Notes from the BoF Bioc2017 Discussions Courtesy of moderator Davide Risso
Task 1: provide a unified representation of single-cell data
Challenges:
Hundreds of scRNA-seq software tools
Most R and Bioconductor packages define their own class
Some extend SummarizedExperiment, some ExpressionSet
Most packages don’t fully exploit the potential of SummarizedExperiment (e.g., assay does not have to be a matrix)
Proposed solutions:
- Create a class for developers to extend: SingleCellExperiment
Useful Bioconductor packages and other resources:
Task 2: scale-up of existing tools / implementation of tools to handle large-scale datasets
Challenges:
- Tools are scalable to thousands of cells
- 10X Genomics released 1.3 Million cell dataset
- Main problem: does not fit in memory!
Proposed solutions:
- HD5 files + "chunk operations"
- Simple algorithms + approximate, scalable methods
- Provide API to perform common operations independent of data representation (in memory vs. on disk)

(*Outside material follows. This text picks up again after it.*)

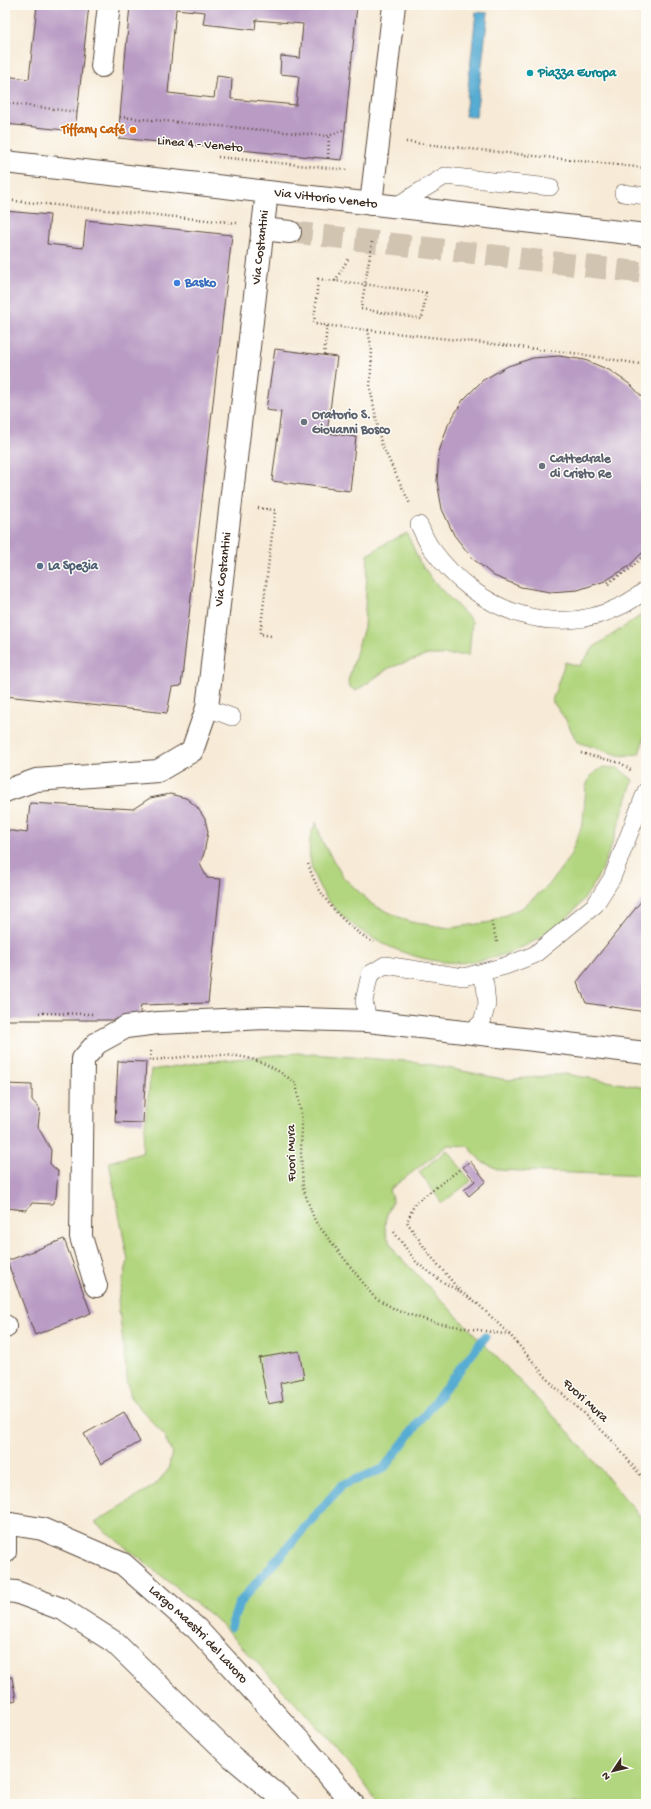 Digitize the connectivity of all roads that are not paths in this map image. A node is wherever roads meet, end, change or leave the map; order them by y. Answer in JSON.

Useful Bioconductor packages and other resources:
- TENxGenomics (Martin Morgan)
- beachmat (Aaron Lun)
- DelayedMatrixStats (Peter Hickey)
- BigDataAlgorithms
- HDF5Array (Herve Pages)
- restfulSE (Vince Carey)
Interested in contributing? Join the slack channel: https://community-bioc.slack.com
Disussion points:
- Benchmark (canonical datasets)
- Splatter (simulations of scRNA-seq)
- What to do next?
- BigDataAlgorithms: define scope, what functinalities we want a. Prior art in astronomy, etc?
- Visualization?
- Multi assay? a. People are running single-cell assays that generate multiple types of data (e.g., RNA expression and methylation) from each single-cell. b. Can store each assay in a SingleCellExperiment and then put inside a MultiAssayExperiment to link up the row and column metadata.
- Multiple samples--list of SingleCellExperiments vs giant joined SingleCellExperiment. Can we learn from flowSet?